A D V E R T I S E M E N T
A D V E R T I S E M E N T
When Sunny Gets Blue

A Series of Unfortunate Events is a mediocre movie that needs more Lemony.

By KRISTIAN LIN

Perhaps the greatest thing about Lemony Snicket’s A Series of Unfortunate Events books is the author’s voice, which is wholly unlike any other in contemporary children’s literature. He takes the tone of a refined, slightly disreputable adult with a macabre sense of humor and a knowledge of cool, exotic stuff like the recipe for puttanesca sauce. His urbanity and aestheticism cushion the blows when he imparts some of life’s harsher lessons and gives his young readers a foretaste of the wonders and terrors of adulthood.

That voice is exactly what’s missing from the movie, a development that’s as sad as one of Lemony Snicket’s books. (Actually, Jude Law supplies voiceover narration as Lemony Snicket. He has the right polish but doesn’t convey the proper amount of impending doom.) The film recounts the miserable misadventures of the Baudelaire siblings. We first see 14-year-old Violet (Olivia Browning), 11-year-old Klaus (Liam Aiken), and 1-year-old Sunny (Kara and Shelby Hoffman) as they’re being informed of their parents’ deaths in a fire. As if that terrible loss isn’t enough, they’re then sent to live with their nearest relative, Count Olaf (Jim Carrey), a murderous master of disguise and ham actor who wants to get his hands on the enormous inheritance being held in trust for the children. The kid actors give dry, understated performances while the grown-up ones (including Meryl Streep as a deeply paranoid guardian for the Baudelaires) overemote wildly. This isn’t a bad idea, but Carrey has never been able to create genuine menace, and the other actors are wasted, especially the fine bunch playing the members of Count Olaf’s theater troupe (Jennifer Coolidge, Luis Guzmán, Jane Adams, Craig Ferguson).

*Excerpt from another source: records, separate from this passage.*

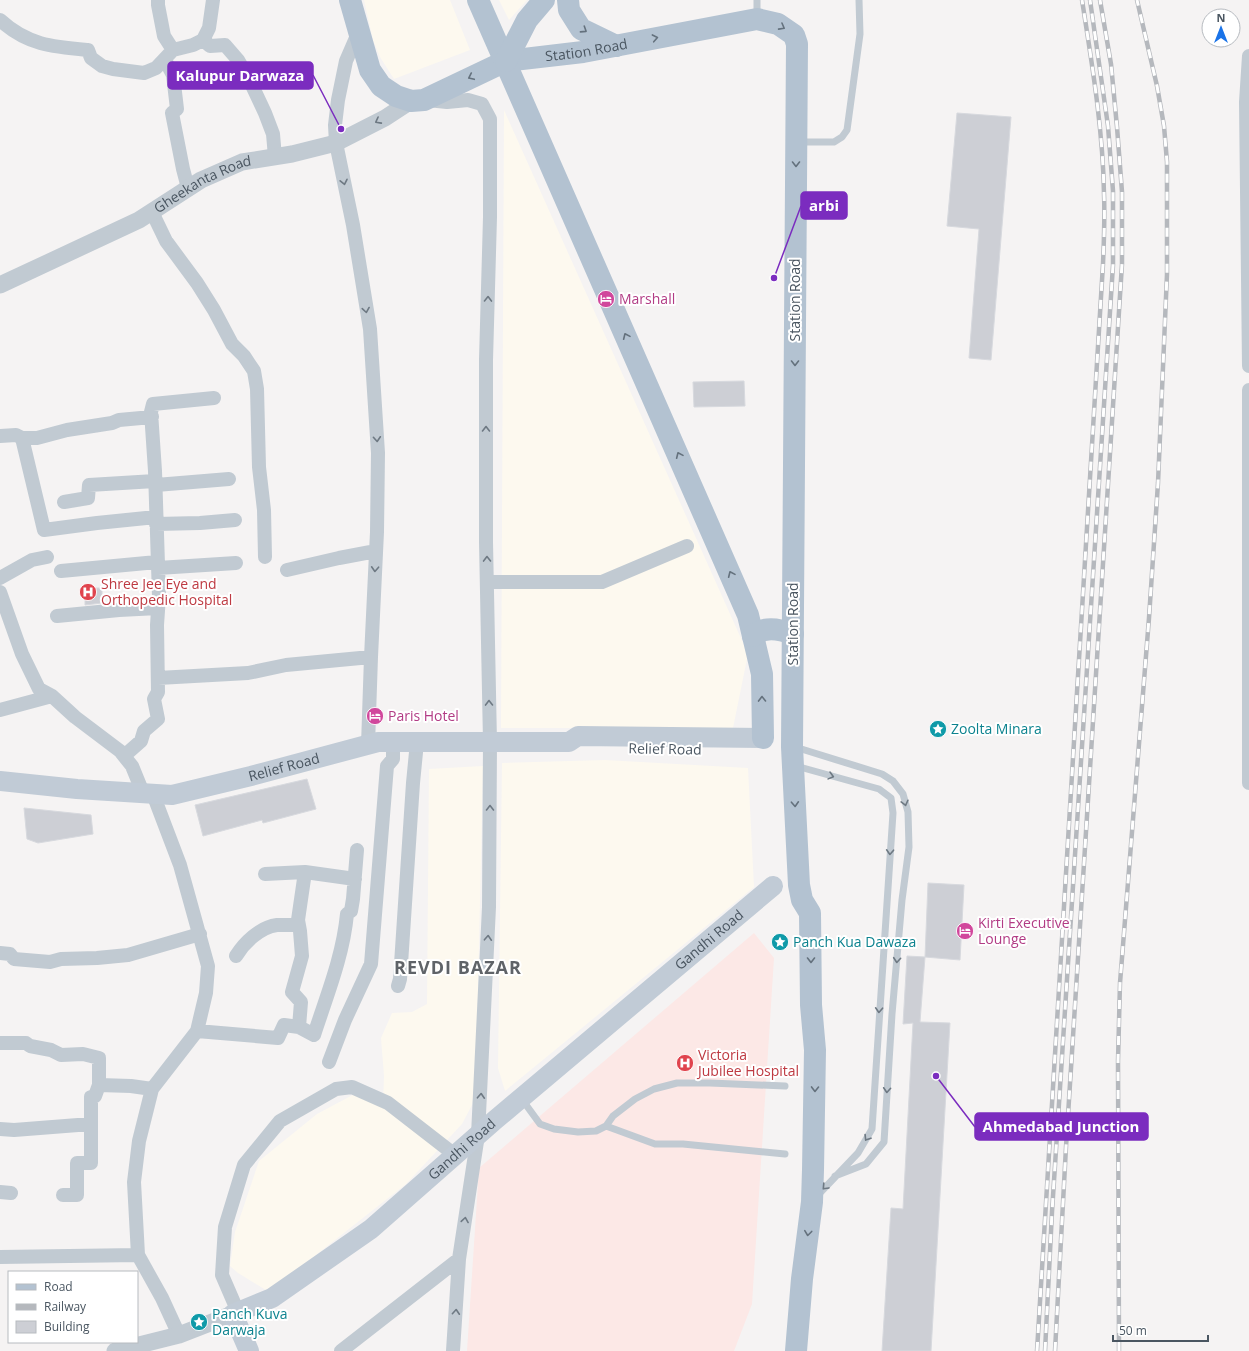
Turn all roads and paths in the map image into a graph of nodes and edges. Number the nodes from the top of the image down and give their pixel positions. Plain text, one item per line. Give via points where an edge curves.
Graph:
1 (158, 0) edge
2 (213, 0) edge
3 (350, 0) edge
4 (544, 0) edge
5 (568, 0) edge
6 (859, 0) edge
7 (480, 5) edge
8 (757, 10) edge
9 (0, 20) edge
10 (527, 20) junction
11 (359, 31) junction
12 (203, 40) junction
13 (616, 46) junction
14 (169, 55) junction
15 (1249, 56) edge
16 (506, 61) junction
17 (417, 100) junction
18 (797, 142) junction
19 (336, 143) junction
20 (275, 157) junction
21 (188, 188) junction
22 (152, 212) junction
23 (0, 285) edge
24 (1249, 366) edge
25 (1249, 390) edge
26 (214, 398) dead end
27 (152, 417) junction
28 (0, 436) edge
29 (22, 438) junction
30 (229, 479) dead end
31 (156, 483) junction
32 (64, 502) dead end
33 (235, 520) dead end
34 (156, 521) junction
35 (687, 546) dead end
36 (376, 551) junction
37 (47, 557) dead end
38 (265, 557) dead end
39 (236, 563) dead end
40 (158, 565) junction
41 (287, 570) dead end
42 (61, 571) dead end
43 (0, 578) edge
44 (487, 582) junction
45 (0, 592) edge
46 (158, 608) junction
47 (57, 616) dead end
48 (793, 634) junction
49 (753, 636) junction
50 (371, 657) junction
51 (158, 678) junction
52 (52, 696) junction
53 (0, 710) edge
54 (393, 742) junction
55 (417, 742) junction
56 (490, 742) junction
57 (763, 744) joint
58 (368, 745) junction
59 (124, 756) junction
60 (793, 756) junction
61 (0, 782) edge
62 (1249, 783) edge
63 (148, 793) junction
64 (357, 850) dead end
65 (306, 872) junction
66 (265, 874) dead end
67 (355, 879) junction
68 (772, 886) dead end
69 (299, 925) junction
70 (200, 934) junction
71 (0, 953) edge
72 (236, 956) dead end
73 (398, 986) dead end
74 (299, 1027) junction
75 (197, 1030) junction
76 (0, 1043) edge
77 (329, 1062) dead end
78 (99, 1085) junction
79 (785, 1086) dead end
80 (152, 1090) junction
81 (521, 1098) junction
82 (91, 1124) junction
83 (606, 1126) junction
84 (0, 1129) edge
85 (478, 1135) junction
86 (785, 1154) dead end
87 (455, 1155) junction
88 (835, 1176) junction
89 (63, 1195) dead end
90 (812, 1202) junction
91 (138, 1255) junction
92 (0, 1257) edge
93 (459, 1258) junction
94 (238, 1311) junction
95 (178, 1336) junction
96 (146, 1347) edge
97 (115, 1351) edge
98 (249, 1351) edge
99 (261, 1351) edge
100 (341, 1351) edge
101 (453, 1351) edge
102 (796, 1351) edge

1 - 14 street
2 - 12 street via 209,28
3 - 11 main road
4 - 10 main road
5 -> 13 main road via 569,10 581,29
6 - 18 lane via 860,34 847,130 834,142
7 - 10 main road via 504,22
7 - 16 main road
13 -> 8 main road, Station Road
8 -> 18 main road, Station Road via 794,35 797,44
9 - 14 street via 18,35 45,46 88,50 91,58 102,66 113,69 144,72 156,68
10 - 16 main road
11 - 17 main road via 370,70 381,86 396,96
11 - 19 street via 346,61 335,124
12 - 14 street
12 - 20 street via 210,46 225,45 238,60 268,120 273,134
13 - 16 main road, Station Road
14 - 21 street via 177,109 172,113
15 - 24 street via 1246,188
16 -> 17 main road, Gheekanta Road
49 -> 16 main road via 748,615
17 -> 19 street, Gheekanta Road
44 -> 17 street via 486,360 490,119 482,104 468,100
18 -> 48 main road, Station Road
19 - 20 street, Gheekanta Road
19 -> 36 street via 370,329 378,452
20 - 21 street, Gheekanta Road via 242,162
21 - 22 street, Gheekanta Road
22 - 23 street, Gheekanta Road
22 - 38 street via 166,240 214,310 232,344 254,371
25 - 62 street
26 - 27 street via 152,404
27 - 29 street via 119,420 37,438
27 - 31 street
28 - 29 street via 16,434
29 - 34 street via 44,530 97,523
30 - 31 street
31 - 32 street via 89,485 88,498
31 - 34 street
33 - 34 street via 200,523
34 - 40 street
35 - 44 street via 602,582
36 - 41 street
36 -> 50 street
37 - 43 street via 32,560
39 - 40 street
40 - 42 street
40 - 46 street
56 -> 44 street
45 - 52 street via 22,654 39,689
46 - 47 street
46 - 51 street
48 - 49 main road via 768,629
48 - 60 main road, Station Road
57 -> 49 main road via 762,674
50 - 51 street via 286,665 248,672
50 - 58 street
51 - 59 street via 158,692 154,699 158,719 144,731 141,741
52 - 53 street
52 - 59 street
54 - 55 main road, Relief Road
54 - 58 main road, Relief Road
54 - 77 street via 393,758 387,766 371,964
55 - 56 main road, Relief Road
55 - 73 street
56 - 57 main road, Relief Road via 569,742 578,736
85 -> 56 street via 489,907
58 - 63 main road, Relief Road via 172,795
59 - 63 street
60 -> 88 lane via 879,789 891,798 893,813 872,1129 858,1153
60 -> 88 lane via 882,774 893,781 903,794 908,812 909,847 892,1014 884,1142 866,1164
60 -> 90 main road, Station Road via 799,885 802,900 810,913 811,1005 815,1050
61 - 63 main road, Relief Road
63 - 70 street via 180,865
64 - 67 street
65 - 66 street
65 - 67 street
65 - 69 street
67 - 74 street via 351,911 347,914 340,954 314,1034
68 - 81 main road, Gandhi Road
69 - 72 street via 275,926 254,935
69 - 74 street via 302,956 292,992 301,1002
70 - 71 street via 128,956 61,959 50,962 14,959 10,954
70 - 75 street via 208,966 206,993
74 - 75 street via 284,1025 278,1038
75 - 80 street
76 - 78 street via 26,1043 61,1055 83,1054 99,1058
78 - 80 street via 131,1086
78 - 82 street via 95,1096 91,1097
79 - 83 lane via 677,1083 654,1089 635,1099 613,1116
80 - 91 street via 139,1141 134,1182
81 - 83 lane via 540,1124 554,1129 596,1131
81 - 85 main road, Gandhi Road
82 - 84 street
82 - 89 street via 91,1163 77,1163 77,1195
83 - 86 lane via 656,1144 683,1144
85 - 87 main road, Gandhi Road
93 -> 85 street
87 - 94 main road, Gandhi Road via 371,1229 272,1298
87 - 94 street via 388,1103 352,1087 336,1089 280,1121 244,1165 225,1227 222,1275
88 -> 90 lane
90 -> 102 main road, Station Road
91 - 92 street
91 - 95 street via 162,1298
93 - 100 street
101 -> 93 street
94 - 95 street, Gandhi Road
94 - 98 main road
94 - 99 main road
95 - 96 street, Gandhi Road
96 - 97 street, Gandhi Road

Screenwriter Robert Gordon (Galaxy Quest, but then again, Men in Black II) takes a wisecracking approach to the material that jars with the author’s black humor. Based on the first three books in the series, The Bad Beginning, The Reptile Room, and The Wide Window, the movie feels rushed at 104 minutes. Had it gone to two hours or even longer, the film might have found more time for those delightful Lemony Snicket asides, when the author explains in his inimitably funny way the finer points of the legal system or why chilled cucumber soup is great on a hot day but bad on a cold day. Instead, the movie zips through major plot points and minor characters, and those little touches are jettisoned, a word which here means “hastily tossed overboard so the filmmakers can get to the end of the story more quickly.”

That’s too bad, because director Brad Silberling does quite a few things right. He executes a superb fake-out at the film’s beginning, with an animated sequence that misleads us into thinking that we’ve walked into a different movie altogether. The look will be familiar if you’ve seen anything by Tim Burton (cinematographer Emanuel Lubezki, production designer Rick Heinrichs, art director John Dexter, and costume designers Colleen Atwood and Donna O’Neal have all worked on Burton films), but it’s still the right one for the material. Considered on its own terms, Lemony Snicket’s A Series of Unfortunate Events isn’t bad stuff. It just doesn’t live up to the guy whose name is in the title.